Bristol-Myers Squibb and Johnson & Johnson have invested in BioGeneration Ventures’ (BGV) third fund. The involvement of the Big Pharma companies helped BGV blast past its fundraising target, leaving it with €82 million ($95 million) to invest in early-stage life science companies in Europe.
BGV originally set out to raise €50 million. That goal was already bigger than the two earlier funds combined, but it proved to underestimate the level of interest. BGV turned to its existing investors for the fund’s first close before casting its net wider and finding its previous successes had caught the attention of other financiers.
The standout investments from BGV’s second seed fund were Dezima Pharma and Acerta Pharma, which were snapped up by Amgen and AstraZeneca, respectively, in multibillion-dollar deals. Edward van Wezel, managing partner at BGV, thinks the exits were “obviously a reason” new investors became interested in the fund.
“It validated the fact that there is a possibility to be very successful, even with early-stage companies, in this region of the world. And that then triggered investors to get excited and come to us,” van Wezel said.
Bristol-Myers and J&J, two of the Big Pharma companies BGV maintains relationships with, saw the fund as a good fit for their European strategies.

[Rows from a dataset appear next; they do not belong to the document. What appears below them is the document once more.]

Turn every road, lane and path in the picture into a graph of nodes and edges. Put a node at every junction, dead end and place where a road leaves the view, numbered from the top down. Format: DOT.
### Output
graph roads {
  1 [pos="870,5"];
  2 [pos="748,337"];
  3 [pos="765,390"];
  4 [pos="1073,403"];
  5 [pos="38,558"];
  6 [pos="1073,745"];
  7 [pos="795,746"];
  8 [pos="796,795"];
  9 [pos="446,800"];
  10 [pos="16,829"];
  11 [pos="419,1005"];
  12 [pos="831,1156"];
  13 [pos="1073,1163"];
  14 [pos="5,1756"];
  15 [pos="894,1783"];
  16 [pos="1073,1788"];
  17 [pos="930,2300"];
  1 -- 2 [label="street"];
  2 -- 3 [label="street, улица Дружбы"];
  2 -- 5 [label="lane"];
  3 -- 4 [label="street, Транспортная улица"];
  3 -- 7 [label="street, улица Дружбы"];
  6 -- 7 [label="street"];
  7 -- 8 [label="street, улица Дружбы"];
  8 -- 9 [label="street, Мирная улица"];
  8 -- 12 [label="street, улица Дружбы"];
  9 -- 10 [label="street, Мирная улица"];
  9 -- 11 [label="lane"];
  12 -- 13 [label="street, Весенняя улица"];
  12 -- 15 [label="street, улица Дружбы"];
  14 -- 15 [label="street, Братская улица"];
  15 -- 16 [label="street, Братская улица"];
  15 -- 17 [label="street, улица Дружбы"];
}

BGV also persuaded private equity investment group Schroder Adveq to put up money. Van Wezel said Schroder’s interest in funds such as BGV is new. Having also secured cash from MAN Pension Trust, BGV has a broader portfolio of investors than in the past, a fact van Wezel sees as important for the continuity of future funds and the potential co-investment opportunities it creates.
With the fund now closed, BGV’s attention shifts fully to putting the cash to use. BGV has already invested in five companies, including German immuno-oncology startup Catalym and Dutch blood clotting biotech VarmX. In total, the VC shop plans to invest in about 15 companies, up from the 12 to 14 it targeted when it held the first close last year.
The identities of the initial clutch of portfolio companies reflect BGV’s focus on university spinouts, primarily in the Netherlands, Belgium and Germany, and its intention to made therapeutics 70% to 75% of its portfolio. BGV will put the rest of its cash into medical device and diagnostic startups.